To examine the association between practice ownership and physician perceptions of the EHR.
This cross-sectional study included non–federally employed physicians who provided office-based patient care in 2019 and completed the 2019 National Electronic Health Records Survey. The 2019 survey sample consisted of 1524 eligible responses (41.0% unweighted response rate representing 301 603 physicians); of those, 1368 physicians who reported having an EHR and answered questions regarding location ownership were included in the analysis. Data for the 2019 National Electronic Health Records Survey were collected by RTI International from June 14 to December 11, 2019; the current cross-sectional analysis was conducted from October 1 to November 30, 2021.
Satisfaction with the EHR, perceptions of time spent on clinical documentation, and presence of staff support for documentation.
Among 1368 respondents (weighted, 270 813 respondents) included in the analysis, 960 respondents (weighted: 185,385 respondents [68.5%]) were male, and 951 respondents (weighted: 200,622 respondents [74.1%]) were over 50 years of age; 766 respondents (weighted, 161 226 respondents [59.5%]) were working in a practice owned by a physician or physician group, and 700 respondents (weighted, 131 284 respondents [48.5%]) were primary care physicians. A total of 602 respondents (weighted, 109 587 physicians [40.5%]) were working in a non–physician-owned practice. Overall, 529 respondents (weighted, 108 093 respondents [68.1%]) working in physician-owned practices reported being satisfied with their EHR vs 320 respondents (weighted, 63 988 respondents [58.5%]) working in non–physician-owned practices (P = .03). Among those working in physician-owned practices, perceptions that time spent on documentation was appropriate (328 physicians [weighted, 71 827 physicians (44.8%)] vs 191 physicians [weighted, 35 447 physicians (32.4%)]; P = .005) and that staff support for documentation was available (289 physicians [weighted, 57 702 physicians (36.0%)] vs 146 physicians [weighted, 29 267 physicians (26.7%)]; P = .02) were significantly higher compared with those working in non–physician-owned practices. Physicians’ perceptions of the appropriateness of time spent and the availability of staff support only partially explained the association between practice ownership type and EHR satisfaction.

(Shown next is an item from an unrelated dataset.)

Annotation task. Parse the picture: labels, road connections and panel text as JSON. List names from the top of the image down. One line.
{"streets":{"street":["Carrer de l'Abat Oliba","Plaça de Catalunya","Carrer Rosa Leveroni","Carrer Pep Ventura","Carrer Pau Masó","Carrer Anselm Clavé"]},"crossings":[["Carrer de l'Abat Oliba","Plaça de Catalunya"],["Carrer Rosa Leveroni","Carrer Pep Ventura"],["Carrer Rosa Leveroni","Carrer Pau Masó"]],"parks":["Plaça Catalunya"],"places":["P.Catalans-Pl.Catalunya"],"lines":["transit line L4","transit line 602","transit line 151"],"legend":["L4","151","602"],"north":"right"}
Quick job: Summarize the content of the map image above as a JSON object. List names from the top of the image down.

The results of this nationally representative cross-sectional study suggest that physicians working in physician-owned practices are more likely to be satisfied with the EHR, to have positive perceptions of time spent on documentation, and to have staff support for documentation compared with their counterparts working in non–physician-owned practices. The workflow and cultural forces underlying these differences are important to understand in the setting of known differences in burnout by practice ownership type and ongoing physician group consolidation and acquisition by health care systems.
This cross-sectional study uses data from the 2019 National Electronic Health Records Survey to examine the association between physician perceptions of the electronic health record and practice ownership type.

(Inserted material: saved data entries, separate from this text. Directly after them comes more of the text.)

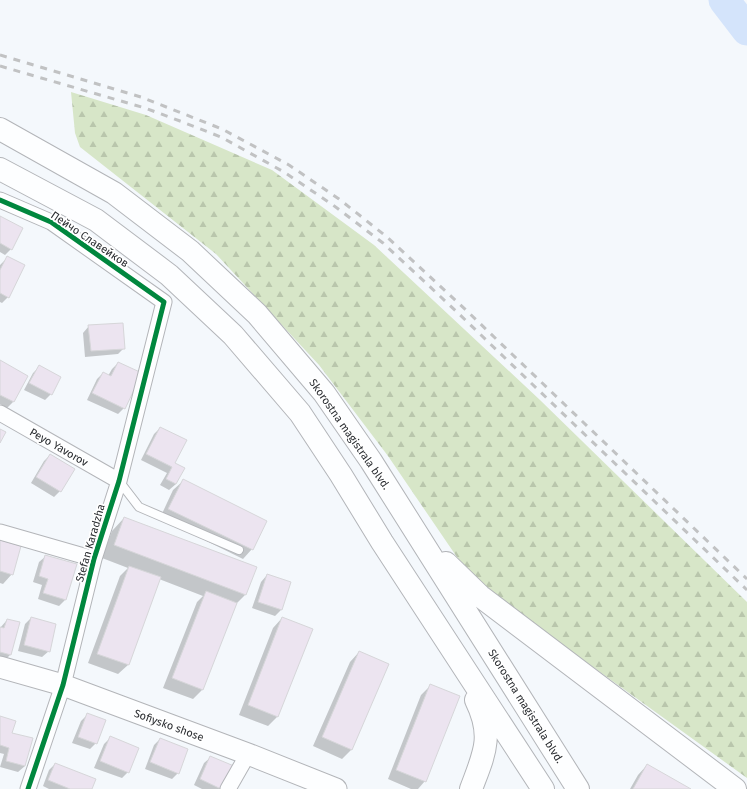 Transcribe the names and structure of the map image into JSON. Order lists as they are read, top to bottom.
{
  "streets": {
    "highway": ["Skorostna magistrala blvd."],
    "main road": ["Sofiysko shose"],
    "street": ["Пейчо Славейков", "Peyo Yavorov", "Stefan Karadzha"]
  },
  "crossings": [
    ["Пейчо Славейков", "Stefan Karadzha"],
    ["Peyo Yavorov", "Stefan Karadzha"],
    ["Stefan Karadzha", "Sofiysko shose"]
  ]
}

The introduction and increased use of electronic health records (EHRs), bolstered by the Health Information Technology for Economic and Clinical Health (HITECH) Act, 1 has had many benefits for clinical practice and quality. Although findings are mixed, use of EHRs has been associated with improved chronic disease management, 2 decreased rates of adverse events, 3,4,5 facilitation of team-based care, 6 and improved quality of care. 7 A primary goal of the HITECH Act was to lay the digital foundation to improve health care quality, but it is not clear whether quality has changed broadly.
The advent of EHRs has also had drawbacks for daily practice and the physician experience. Previous research 8,9 has found an association between increased time spent using the EHR and burnout. In a 2016 study 10 of EHR optimization, 70% of a national sample of physicians attributed an increase in their administrative burdens to the EHR. Time spent using the EHR varies substantially across specialties 11,12 and in US vs non-US settings. 13 In some settings, clinician computer use during a visit has been associated with lower patient satisfaction and communication challenges. 14 Notably, when using a standardized product usability scale, physicians have rated the usability of the EHR in the not acceptable range and in the bottom 9% of scores across previous studies 15,16 ; specifically, physicians have rated EHR usability lower than that of Microsoft Excel software, which has the lowest rating among commonly used electronic consumer products. 17 Usability of the EHR, which incorporates the concept of product satisfaction, has been independently associated with greater odds of burnout among physicians, 15 and experience with EHRs has been associated with physicians’ professional satisfaction. 18
Previous research 18,19,20 has also found an association between the practice’s structural characteristics and physician well-being. For instance, physicians practicing in solo or physician-owned practices have lower rates of burnout 19 and are more satisfied, 18 and solo and physician-owned practices may be more likely to adopt leadership behaviors that support physician satisfaction and well-being. 20 However, fewer physicians have been practicing in physician-owned practices over time. For example, a recent national report 21 found a 12% increase in physicians employed by hospital systems or other corporate entities between 2019 and 2021.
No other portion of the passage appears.